Stéphane Gauthier : Pour ce que nous observons, il y en a deux tendances transformatives :

L’avènement du « Co » dans toutes ses dimensions et dans toutes les étapes du processus d’innovation « Co révélation de besoins, Co création de solution, Co évaluation des concepts, Co développement industriel, Co production, Co communication des expériences, Co commercialisation des offres »… et j’en oublie ! L’ouverture des entreprises pour faire « avec » des communautés d’utilisateurs ou d’expertises plutôt que « pour », est fascinante d’efficacité, d’enrichissement et de transformation. Il y a quelques temps, on demandait à un seul ingénieur de maîtriser toutes les techniques, à un marketer de comprendre tous les besoins, de savoir répondre à toutes les questions, de décider tout seul d’un brief produit… Ces métiers changent, ils deviennent des orchestrateurs de communautés et c’est la pertinence générale de l’expérience et la mise en marché qui en profitent.

La seconde tendance c’est l’innovation pertinente, qui porte du sens, qui intègre l’idée qu’il faut innover utile pour l’homme et son écosystème vital. Cela parait évident de dire cela à l’heure de l’anthropocène, mais c’est un enjeu qui n’est pas encore suffisamment pris en compte dans les processus d’innovation mais qui émerge.

Si vous deviez donner un seul conseil à un lecteur de cet article, quel serait-il ?

Stéphane Gauthier : Si vous êtes aux commandes d’un programme d’innovation ou si tout simplement cela vous intéresse, le conseil que je donnerais c’est qu’il ne faut pas chercher à appliquer la méthode ! mais qu’il faut pratiquer avec méthode, en d’autres termes, mettre de la méthode dans l’innovation, c’est aussi mettre de l’innovation dans la méthode.

En un mot, quels sont les prochains sujets qui vous passionneront ?
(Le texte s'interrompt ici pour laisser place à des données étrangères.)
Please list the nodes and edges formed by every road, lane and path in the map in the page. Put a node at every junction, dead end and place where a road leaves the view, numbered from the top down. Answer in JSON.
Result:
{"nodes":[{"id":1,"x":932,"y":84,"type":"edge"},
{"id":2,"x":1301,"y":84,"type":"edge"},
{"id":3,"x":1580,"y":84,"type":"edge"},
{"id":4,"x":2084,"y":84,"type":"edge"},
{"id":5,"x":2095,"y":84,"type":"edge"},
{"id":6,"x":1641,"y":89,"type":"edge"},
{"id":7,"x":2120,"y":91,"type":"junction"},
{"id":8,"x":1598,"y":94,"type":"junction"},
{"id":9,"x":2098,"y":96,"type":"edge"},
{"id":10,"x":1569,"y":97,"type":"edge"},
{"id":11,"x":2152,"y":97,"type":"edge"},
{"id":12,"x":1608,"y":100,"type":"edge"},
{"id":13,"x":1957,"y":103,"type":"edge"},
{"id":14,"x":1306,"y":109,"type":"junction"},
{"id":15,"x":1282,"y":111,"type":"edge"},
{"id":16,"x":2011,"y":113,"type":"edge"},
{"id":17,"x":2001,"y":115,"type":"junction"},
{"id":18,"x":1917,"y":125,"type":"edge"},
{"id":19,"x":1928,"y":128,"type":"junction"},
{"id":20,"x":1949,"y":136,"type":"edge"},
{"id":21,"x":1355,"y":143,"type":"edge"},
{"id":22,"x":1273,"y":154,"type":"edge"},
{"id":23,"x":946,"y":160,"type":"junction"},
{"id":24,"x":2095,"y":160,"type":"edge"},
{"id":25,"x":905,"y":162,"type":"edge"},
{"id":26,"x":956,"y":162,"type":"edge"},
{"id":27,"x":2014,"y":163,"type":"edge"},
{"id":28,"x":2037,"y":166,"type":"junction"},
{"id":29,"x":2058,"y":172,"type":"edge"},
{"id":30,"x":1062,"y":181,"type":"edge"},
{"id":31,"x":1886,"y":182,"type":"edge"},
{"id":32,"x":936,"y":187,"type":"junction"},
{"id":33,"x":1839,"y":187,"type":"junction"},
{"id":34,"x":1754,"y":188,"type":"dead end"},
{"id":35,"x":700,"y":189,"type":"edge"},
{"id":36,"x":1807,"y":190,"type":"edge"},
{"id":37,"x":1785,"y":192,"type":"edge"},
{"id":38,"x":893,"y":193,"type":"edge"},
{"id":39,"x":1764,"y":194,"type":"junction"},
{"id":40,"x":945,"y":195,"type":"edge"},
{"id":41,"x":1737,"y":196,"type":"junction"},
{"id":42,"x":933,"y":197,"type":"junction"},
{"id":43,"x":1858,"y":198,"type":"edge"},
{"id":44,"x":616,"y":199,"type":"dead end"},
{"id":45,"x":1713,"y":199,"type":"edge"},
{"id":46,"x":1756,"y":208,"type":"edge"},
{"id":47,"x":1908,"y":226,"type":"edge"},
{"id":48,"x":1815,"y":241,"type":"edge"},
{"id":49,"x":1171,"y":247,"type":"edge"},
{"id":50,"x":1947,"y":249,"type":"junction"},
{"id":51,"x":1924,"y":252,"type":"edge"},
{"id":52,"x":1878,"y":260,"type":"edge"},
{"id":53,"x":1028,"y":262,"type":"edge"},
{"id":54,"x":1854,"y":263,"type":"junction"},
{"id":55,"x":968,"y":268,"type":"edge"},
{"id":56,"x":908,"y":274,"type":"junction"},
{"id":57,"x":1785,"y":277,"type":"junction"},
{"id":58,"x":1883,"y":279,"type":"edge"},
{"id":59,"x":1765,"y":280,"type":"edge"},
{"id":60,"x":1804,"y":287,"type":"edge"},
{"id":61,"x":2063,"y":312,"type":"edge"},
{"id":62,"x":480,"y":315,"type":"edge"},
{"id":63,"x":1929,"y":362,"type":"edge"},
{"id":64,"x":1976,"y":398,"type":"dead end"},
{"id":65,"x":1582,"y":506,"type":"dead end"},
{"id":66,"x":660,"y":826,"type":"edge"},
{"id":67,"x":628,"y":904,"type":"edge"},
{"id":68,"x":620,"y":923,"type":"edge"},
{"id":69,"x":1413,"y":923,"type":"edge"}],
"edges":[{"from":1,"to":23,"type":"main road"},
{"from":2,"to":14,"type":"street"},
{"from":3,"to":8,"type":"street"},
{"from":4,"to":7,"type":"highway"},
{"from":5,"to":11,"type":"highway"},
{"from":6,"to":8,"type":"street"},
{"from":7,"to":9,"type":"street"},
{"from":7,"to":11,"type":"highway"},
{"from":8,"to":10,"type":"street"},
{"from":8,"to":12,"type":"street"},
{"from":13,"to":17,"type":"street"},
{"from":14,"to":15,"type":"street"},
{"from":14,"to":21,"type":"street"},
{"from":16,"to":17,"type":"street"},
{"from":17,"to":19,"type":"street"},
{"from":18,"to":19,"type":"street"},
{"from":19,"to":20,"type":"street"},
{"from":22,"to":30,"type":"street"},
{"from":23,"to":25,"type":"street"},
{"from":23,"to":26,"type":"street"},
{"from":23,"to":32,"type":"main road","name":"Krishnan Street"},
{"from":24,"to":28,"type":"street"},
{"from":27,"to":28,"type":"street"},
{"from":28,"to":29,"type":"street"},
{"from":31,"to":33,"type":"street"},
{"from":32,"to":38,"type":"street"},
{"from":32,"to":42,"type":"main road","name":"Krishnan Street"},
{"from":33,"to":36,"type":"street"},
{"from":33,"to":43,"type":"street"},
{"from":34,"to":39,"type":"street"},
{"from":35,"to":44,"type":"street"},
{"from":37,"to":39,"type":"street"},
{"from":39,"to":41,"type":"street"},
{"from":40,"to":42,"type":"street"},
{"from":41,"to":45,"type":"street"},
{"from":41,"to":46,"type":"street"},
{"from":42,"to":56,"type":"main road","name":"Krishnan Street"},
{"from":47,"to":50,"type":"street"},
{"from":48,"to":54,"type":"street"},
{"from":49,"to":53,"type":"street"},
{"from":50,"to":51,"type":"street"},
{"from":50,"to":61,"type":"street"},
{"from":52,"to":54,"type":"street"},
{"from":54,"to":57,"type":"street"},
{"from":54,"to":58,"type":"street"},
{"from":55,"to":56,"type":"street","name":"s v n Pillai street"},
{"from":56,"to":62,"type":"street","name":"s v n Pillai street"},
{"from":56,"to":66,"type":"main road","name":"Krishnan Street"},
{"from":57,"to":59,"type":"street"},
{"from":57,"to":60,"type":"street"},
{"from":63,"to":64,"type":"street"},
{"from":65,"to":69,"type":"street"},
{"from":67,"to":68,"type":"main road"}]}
Stéphane Gauthier : Notre prochain sujet c’est de dépasser l’ouvrage pour permettre de mettre les personnes en action de faire. J’ai trop vu de structures se contenter de « piloter » les choses… alors qu’il faut expérimenter des choses, ce qui est tout à fait différent. J’aime rappeler à mes clients et mes étudiants cette phrase de Thomas Edison, « Je n’ai pas échoué mille fois. J’ai simplement découvert mille façons de ne pas faire une ampoule électrique.»,

C’est dans le FAIRE qu’il a trouvé la solution, car l’innovation est un espace d’incertitude qui ne se prévoie pas mais qui se vie.

C’est pour cela que nous travaillons à la mise en place de la Proofmaking Académie, que nous souhaitons expérientielle et ouverte à un large public… nous y sommes presque.

 

Merci Stéphane Gauthier

 

Merci Bertrand

 


Le livre : Adoptez l’esprit Proofmaking. Dépassez l’incertitude, innovez et propulsez vos projets, Mathias Béjean, Stéphane Gauthier, Constance Leterrier et Matthieu Cesano, Pearson, 2022.